Dia berharap ,apapun bentuknya program pemerintah jangan sampai tumpang tindih. Pasalnya, BPJS Kesehatan sudah mulai diberlakukan di masyarakat. Husna menilai, dengan adanya banyak program pemerintah yang berorientasi kesejahteraan, kesehatan dan pendidikan setidaknya dapat memperluas jangkauan bagi masyarakat miskin. Banyak program makin baik untuk memperluas jangkauan, asal tidak tumpang-tindih,” katanya.
Ketua Program Studi Kesejahteraan Masyarakat Universitas Islam Negeri (UIN) Syarif Hidayatullah, Siti Nafsiah Ariefuzzaman, mengatakan, tanpa sosialisasi, masyarakat akan terus kebingungan dengan kartu sakti yang baru diluncurkan Presiden Jokowi.
"Karena sebelumnya sudah ada BPJS Kesehatan, Jamkesmas, Askes, dan lain-lain," ujarnya.
Dia berpendapat, peluncuran tiga kartu sakti cenderung politis karena bersamaan dengan rencana kebijakan kenaikan harga Bahan Bakar Minyak (BBM).
"Pemerintah mesti menjelaskan kepada masyarakat terlebih dahulu mengenai program tiga kartu sakti tersebut," imbuhnya.
Dia mengakui bahwa negara memiliki tiga kewajiban utama dalam mensejahterakan rakyat yaitu mewujudkan masyarakat yang sehat, sejahtera dan pintar.
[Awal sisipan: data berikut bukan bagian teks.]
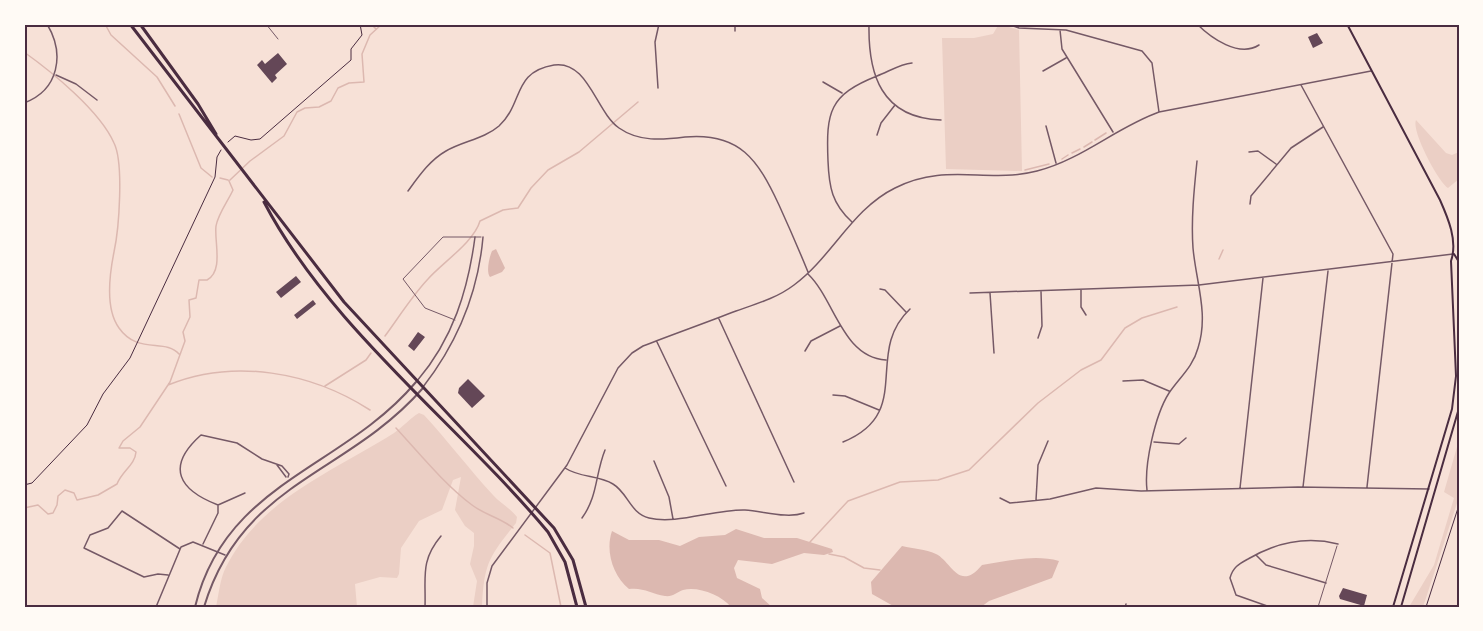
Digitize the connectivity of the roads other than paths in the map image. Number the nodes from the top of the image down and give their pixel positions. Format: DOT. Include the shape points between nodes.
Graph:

Namun, masyarakat di tingkat bawah bukan tidak mungkin merasa bingung dengan adanya transfer uang yang nilainya ratusan ribu rupiah bagi masyarakat miskin.
Ironisnya, lanjut Nafsiah, pemerintah tidak menjelaskan program kartu sakti. Misalnya, penjelasan antara Presiden Jokowi dengan menterinya terkait anggaran dana kartu sakti berbeda.
"Jadi memang peluncuran kartu sakti itu tergesa-gesa, nyaris tak ada koordinasi di internal pemerintah sendiri. Sehingga jawaban kepada masyarakat berbeda-beda," tuturnya.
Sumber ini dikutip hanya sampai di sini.